In October 2015, CMS released both the Stage 3 final rule and the Stage 2 modifications final rule together in a 752-page document. In comments to the federal agency, which were due last month, many health IT stakeholders believed that the required start date of 2018 for Stage 3 of the meaningful use program is too soon. Nonetheless, CMS has stood firm on its timeline, until now, attesting that the program will essentially roll into the Medicare Access and CHIP Reauthorization Act of 2015 (MACRA), signed into law earlier this year. MACRA requires the establishment of a Merit-based Incentive Payment System (MIPS) and consolidates certain aspects of a number of quality measurement and federal incentive programs for Medicare physicians and other providers into one framework. Kriegstein, however, warns that it’s important to remember that while a lot of this is couched under MACRA, that law that does not address payment models for hospitals. “It would be detrimental to change the approach to MACRA only for physicians. You need a two-track approach,” she says.

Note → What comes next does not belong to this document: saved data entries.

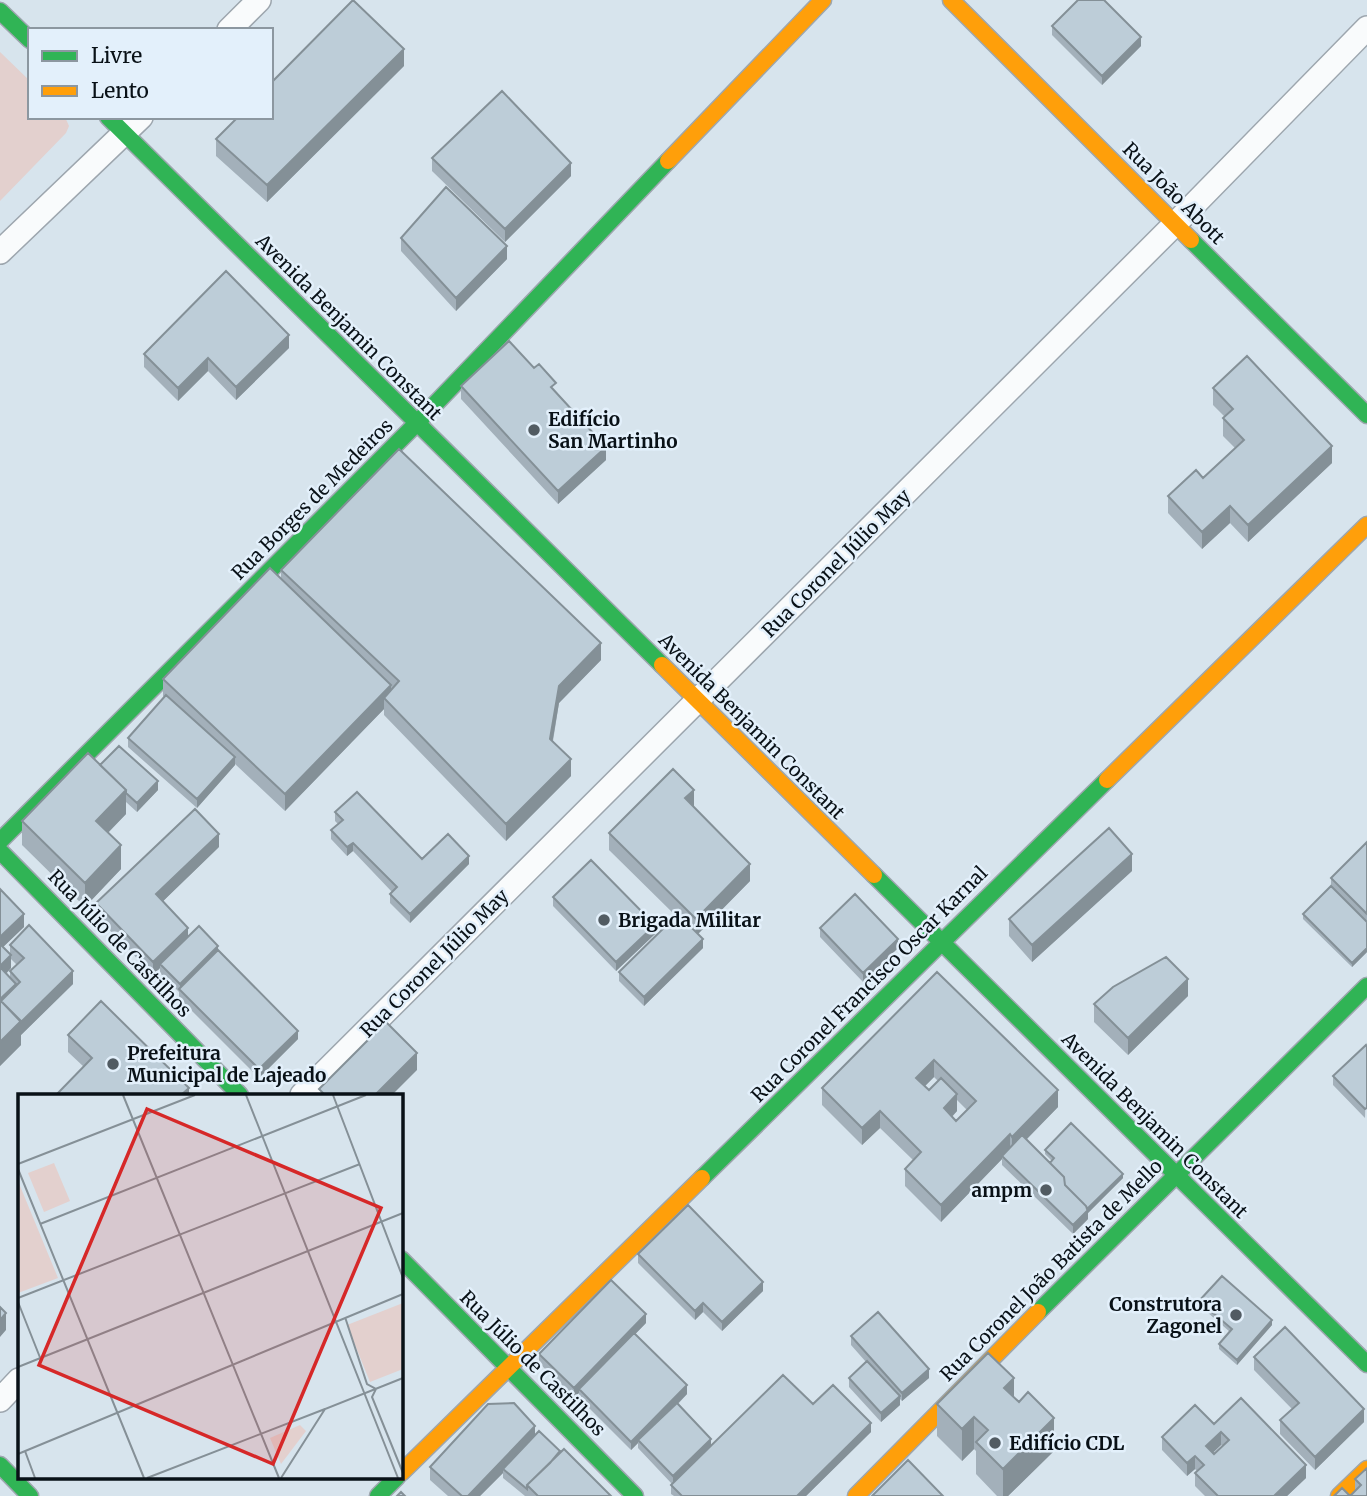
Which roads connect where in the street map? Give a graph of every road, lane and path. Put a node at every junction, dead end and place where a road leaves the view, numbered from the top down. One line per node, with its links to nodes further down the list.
1 (259, 0): 5 (street)
2 (823, 0): 14 (main road, Rua Borges de Medeiros)
3 (951, 0): 11 (main road, Rua João Abott)
4 (0, 11): 7 (main road)
5 (231, 28)
6 (1367, 28): 11 (street, Rua Coronel Júlio May)
7 (28, 38)
8 (110, 119): 10 (main road, Avenida Benjamin Constant)
9 (139, 119): 10 (street)
10 (125, 134): 12 (street); 14 (main road, Avenida Benjamin Constant)
11 (1175, 224): 13 (main road, Rua João Abott); 16 (street, Rua Coronel Júlio May)
12 (0, 252)
13 (1367, 415)
14 (417, 423): 16 (main road, Avenida Benjamin Constant); 17 (main road, Rua Borges de Medeiros)
15 (1367, 525): 19 (main road, Rua Coronel Francisco Oscar Karnal)
16 (698, 702): 19 (main road, Avenida Benjamin Constant); 22 (street, Rua Coronel Júlio May)
17 (0, 841)
18 (0, 851): 21 (main road, Rua Júlio de Castilhos)
19 (941, 942): 23 (main road, Avenida Benjamin Constant); 26 (main road, Rua Coronel Francisco Oscar Karnal)
20 (1367, 986): 23 (main road, Rua Coronel João Batista de Mello)
21 (239, 1094)
22 (303, 1094)
23 (1175, 1174): 25 (main road, Avenida Benjamin Constant); 36 (main road, Rua Coronel João Batista de Mello)
24 (402, 1260): 26 (main road, Rua Júlio de Castilhos)
25 (1367, 1364)
26 (508, 1368): 31 (main road, Rua Coronel Francisco Oscar Karnal); 35 (main road, Rua Júlio de Castilhos)
27 (18, 1381): 28 (street)
28 (0, 1399)
29 (0, 1465): 33 (main road)
30 (1367, 1469): 37 (main road)
31 (402, 1472)
32 (396, 1478): 34 (main road, Rua Coronel Francisco Oscar Karnal)
33 (30, 1496)
34 (378, 1496)
35 (635, 1496)
36 (856, 1496)
37 (1339, 1496)

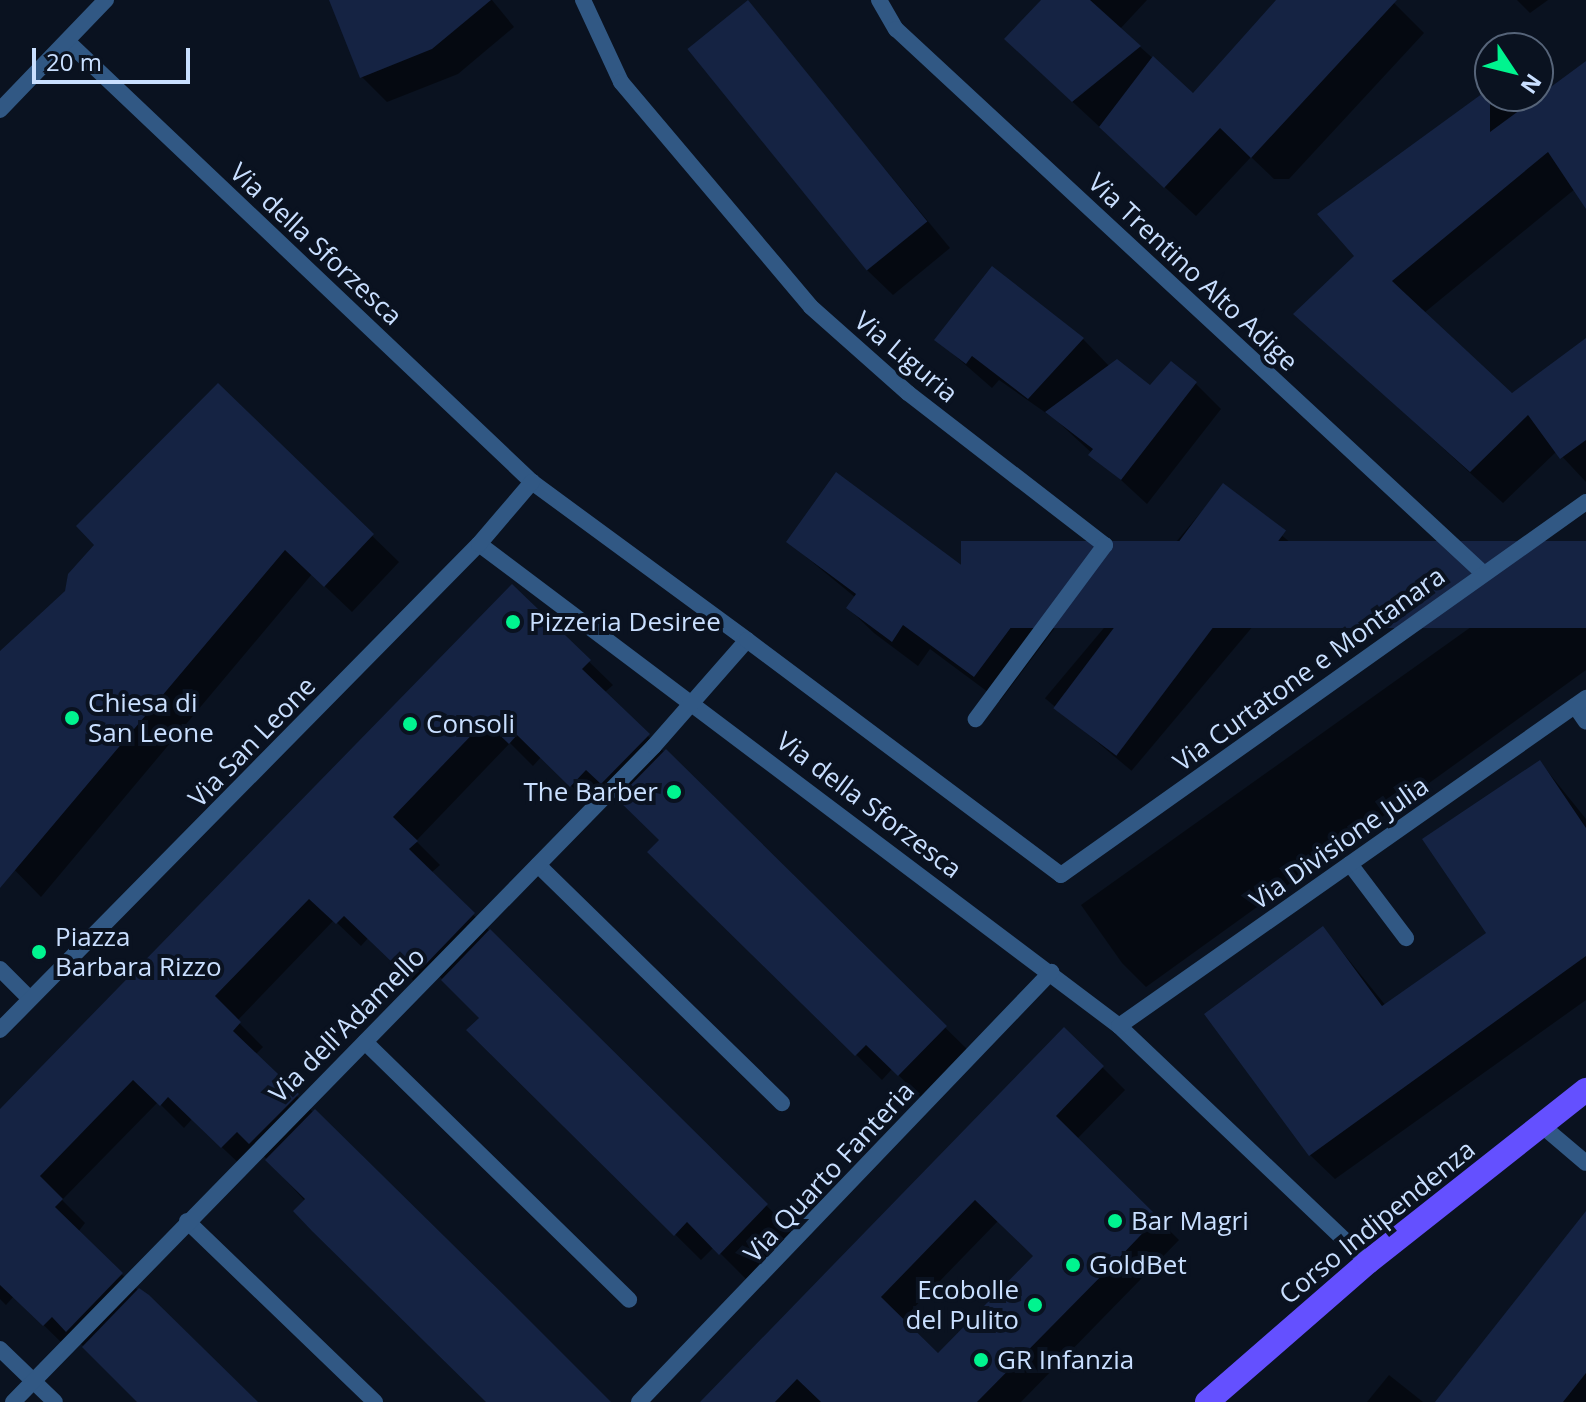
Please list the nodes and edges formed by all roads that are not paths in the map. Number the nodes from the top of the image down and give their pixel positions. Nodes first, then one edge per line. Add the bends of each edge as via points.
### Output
1 (106, 0) edge
2 (583, 0) edge
3 (879, 0) edge
4 (67, 41) junction
5 (0, 110) edge
6 (532, 482) junction
7 (1586, 502) edge
8 (479, 544) junction
9 (1483, 573) junction
10 (747, 640) junction
11 (1580, 702) edge
12 (695, 704) junction
13 (976, 719) dead end
14 (1586, 722) edge
15 (1350, 864) junction
16 (538, 865) junction
17 (1406, 938) dead end
18 (0, 969) edge
19 (1051, 972) junction
20 (30, 999) junction
21 (1119, 1026) junction
22 (0, 1030) edge
23 (365, 1042) junction
24 (1586, 1090) edge
25 (782, 1103) dead end
26 (1540, 1124) junction
27 (1586, 1163) edge
28 (187, 1221) junction
29 (1368, 1262) junction
30 (629, 1300) dead end
31 (0, 1349) edge
32 (32, 1380) junction
33 (13, 1402) edge
34 (55, 1402) edge
35 (375, 1402) edge
36 (639, 1402) edge
37 (1207, 1402) edge

1 - 4 street
2 - 13 street, Via Liguria via 621,82 811,307 908,393 1105,545
3 - 9 street, Via Trentino Alto Adige via 896,29
4 - 5 street
4 - 6 street, Via della Sforzesca
6 - 8 street, Via San Leone
6 - 10 street, Via della Sforzesca
7 - 9 street, Via Curtatone e Montanara
8 - 12 street, Via della Sforzesca
8 - 20 street, Via San Leone
9 - 10 street, Via Curtatone e Montanara via 1061,875
10 - 12 street
11 - 14 street
11 - 15 street, Via Divisione Julia
12 - 16 street, Via dell'Adamello
12 - 19 street, Via della Sforzesca
15 - 17 street
15 - 21 street, Via Divisione Julia
16 - 23 street, Via dell'Adamello
16 - 25 street
18 - 20 street
19 - 21 street, Via della Sforzesca
19 - 36 street, Via Quarto Fanteria
20 - 22 street, Via San Leone
21 - 29 street, Via della Sforzesca
23 - 28 street, Via dell'Adamello
23 - 30 street
24 - 26 main road, Corso Indipendenza
26 - 27 street
26 - 29 main road, Corso Indipendenza
28 - 32 street, Via dell'Adamello
28 - 35 street
29 - 37 main road, Corso Indipendenza
31 - 32 street
32 - 33 street, Via dell'Adamello
32 - 34 street

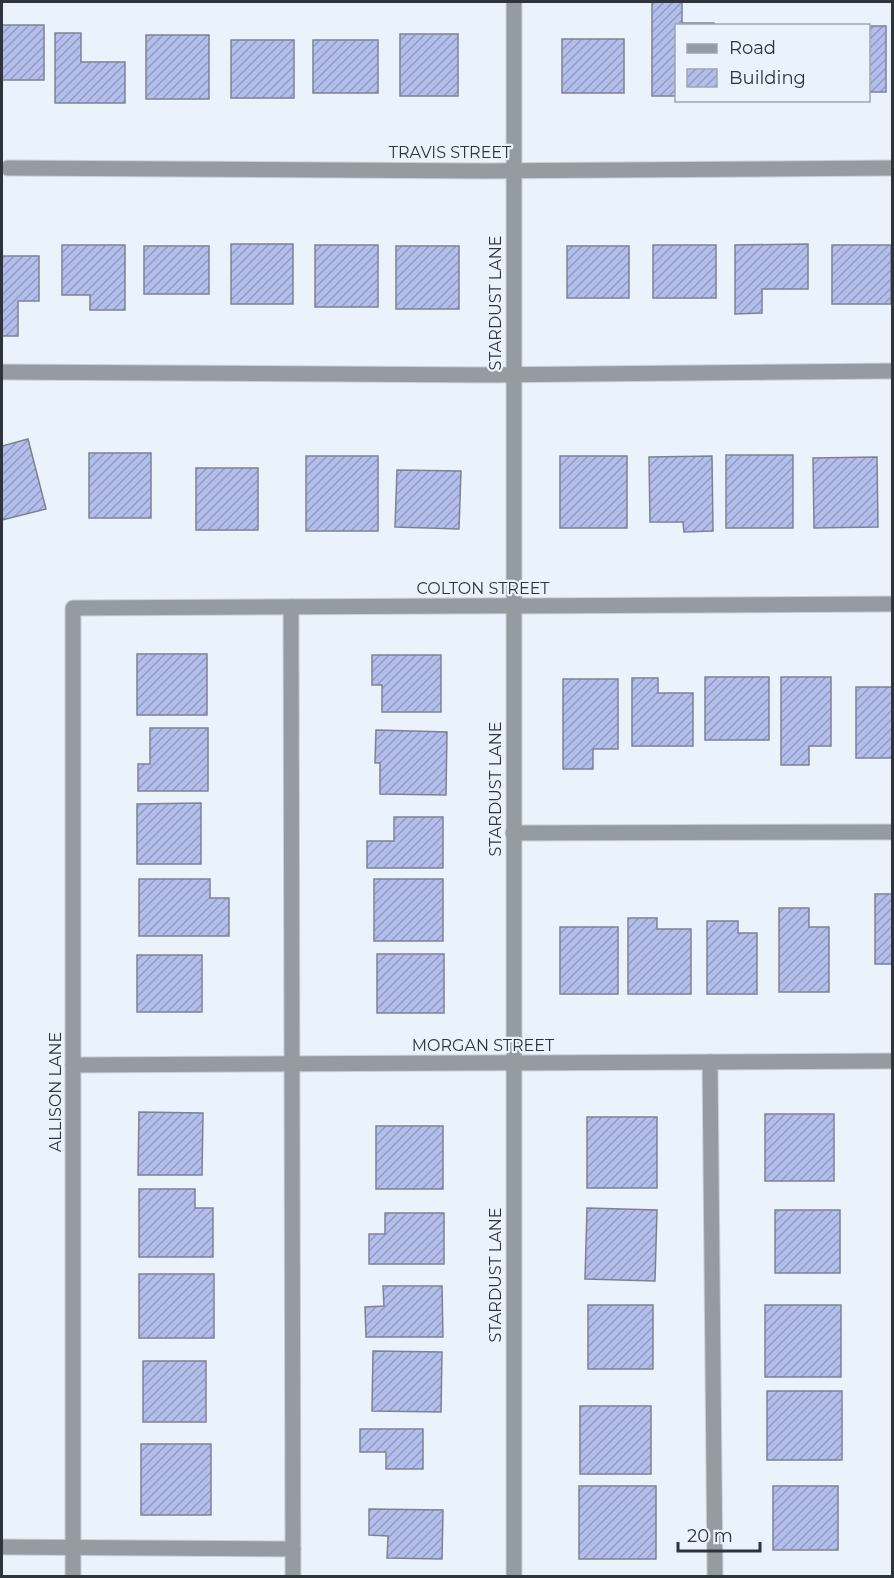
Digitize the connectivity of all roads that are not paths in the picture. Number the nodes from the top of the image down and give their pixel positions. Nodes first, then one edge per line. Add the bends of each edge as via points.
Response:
1 (514, 2) edge
2 (8, 168) dead end
3 (892, 168) edge
4 (513, 171) junction
5 (892, 371) edge
6 (2, 372) edge
7 (513, 375) junction
8 (892, 604) edge
9 (513, 606) junction
10 (291, 607) junction
11 (73, 608) joint
12 (892, 832) edge
13 (513, 833) junction
14 (892, 1061) edge
15 (710, 1062) junction
16 (513, 1063) junction
17 (293, 1064) junction
18 (73, 1065) junction
19 (2, 1548) edge
20 (73, 1548) junction
21 (293, 1549) junction
22 (73, 1576) edge
23 (293, 1576) edge
24 (514, 1576) edge
25 (715, 1576) edge

1 - 4 street, STARDUST LANE
2 - 4 street, TRAVIS STREET
3 - 4 street, TRAVIS STREET
4 - 7 street, STARDUST LANE
5 - 7 street
6 - 7 street
7 - 9 street, STARDUST LANE
8 - 9 street, COLTON STREET
9 - 10 street, COLTON STREET
9 - 13 street, STARDUST LANE
10 - 11 street, COLTON STREET
10 - 17 street
11 - 18 street, ALLISON LANE
12 - 13 street
13 - 16 street, STARDUST LANE
14 - 15 street, MORGAN STREET
15 - 16 street, MORGAN STREET
15 - 25 street
16 - 17 street, MORGAN STREET
16 - 24 street, STARDUST LANE
17 - 18 street, MORGAN STREET
17 - 21 street
18 - 20 street, ALLISON LANE
19 - 20 street
20 - 21 street
20 - 22 street, ALLISON LANE
21 - 23 street

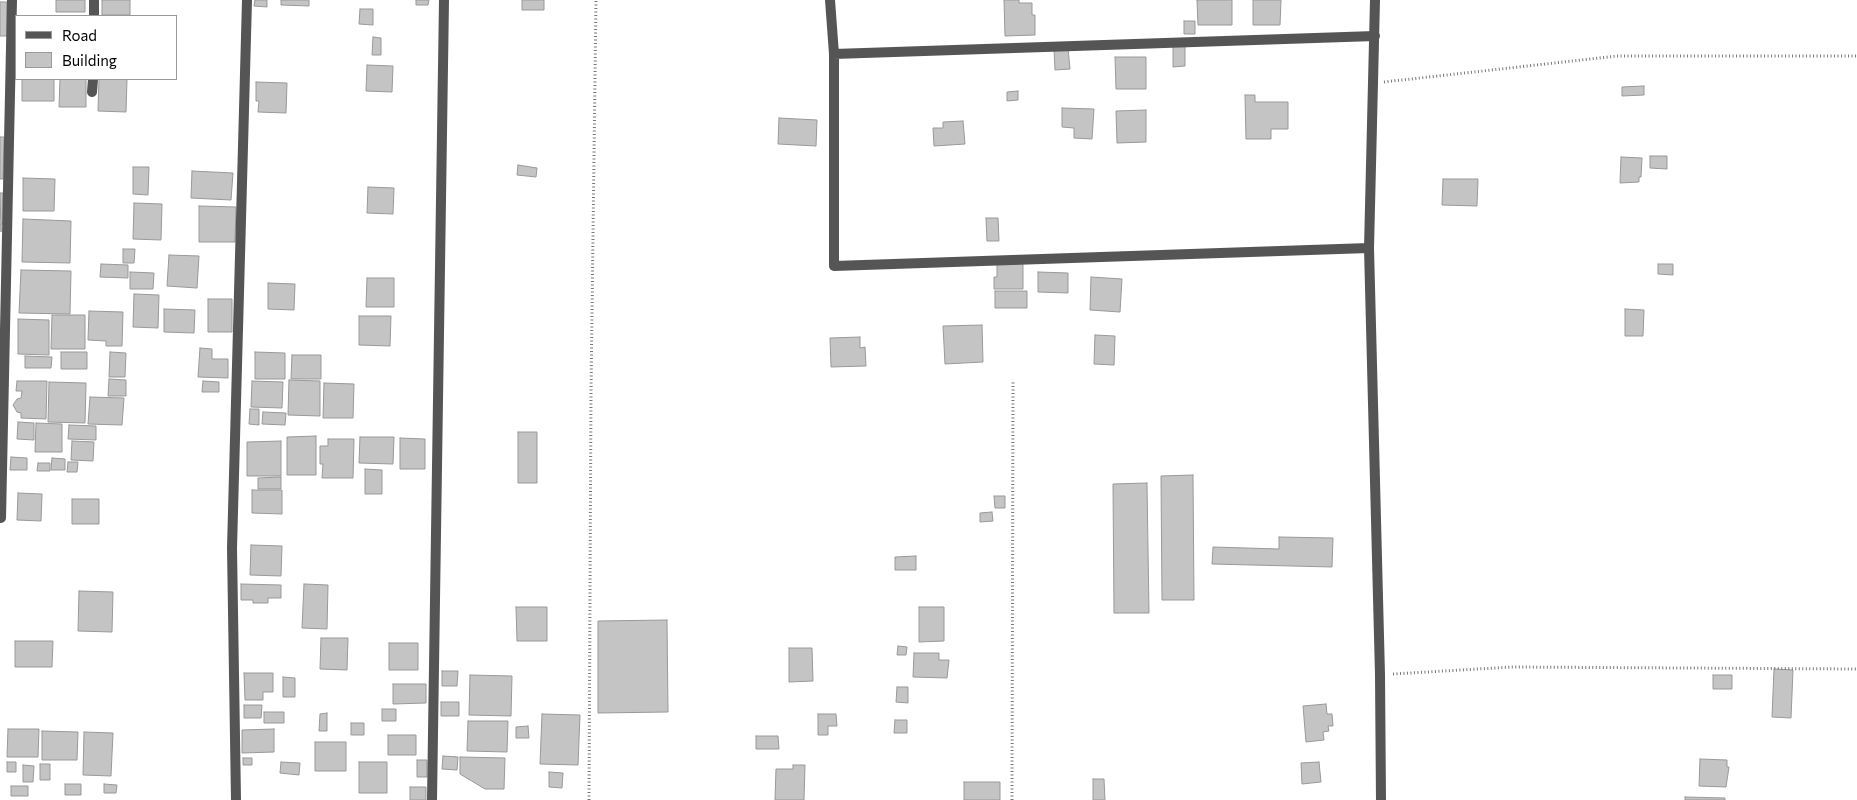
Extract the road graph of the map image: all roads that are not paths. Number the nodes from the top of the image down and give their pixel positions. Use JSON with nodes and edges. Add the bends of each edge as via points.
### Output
{"nodes":[{"id":1,"x":12,"y":0,"type":"edge"},
{"id":2,"x":94,"y":0,"type":"edge"},
{"id":3,"x":247,"y":0,"type":"edge"},
{"id":4,"x":444,"y":0,"type":"edge"},
{"id":5,"x":830,"y":0,"type":"edge"},
{"id":6,"x":1375,"y":0,"type":"edge"},
{"id":7,"x":94,"y":15,"type":"edge"},
{"id":8,"x":1375,"y":36,"type":"junction"},
{"id":9,"x":834,"y":54,"type":"junction"},
{"id":10,"x":93,"y":80,"type":"edge"},
{"id":11,"x":92,"y":92,"type":"dead end"},
{"id":12,"x":1369,"y":248,"type":"junction"},
{"id":13,"x":1,"y":518,"type":"edge"},
{"id":14,"x":236,"y":800,"type":"edge"},
{"id":15,"x":432,"y":800,"type":"edge"},
{"id":16,"x":1381,"y":800,"type":"edge"}],
"edges":[{"from":1,"to":13,"type":"street"},
{"from":2,"to":7,"type":"street"},
{"from":3,"to":14,"type":"street","via":[[232,538]]},
{"from":4,"to":15,"type":"street"},
{"from":5,"to":9,"type":"street"},
{"from":6,"to":8,"type":"street"},
{"from":8,"to":9,"type":"street"},
{"from":8,"to":12,"type":"street"},
{"from":9,"to":12,"type":"street","via":[[834,266]]},
{"from":10,"to":11,"type":"street"},
{"from":12,"to":16,"type":"street"}]}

Going forward, Kriegstein says she isn’t sure how the refaced program will look, but that clinical quality measures, e-prescribing and health information exchange (HIE) are the only things in statute from the Health Information Technology for Economic and Clinical Health (HITECH) Act. In the meantime, Kriegstein notes that CIOs are still hard at work in the trenches trying to meet the 365-day meaningful use reporting periods currently in place. “It will take some assurance from CMS that they are sincere in the act before the provider community will feel worthwhile to dream about this program in the future,” she says. “Meaningful use for CIOs is very real; it has a day-to-day impact, as providers have purchased these systems to meet their current needs. These changes take months or years to fully develop. If in fact we will see changes, you will have to account for the impact that they have on the current workflows that are in place," Kriegstein says.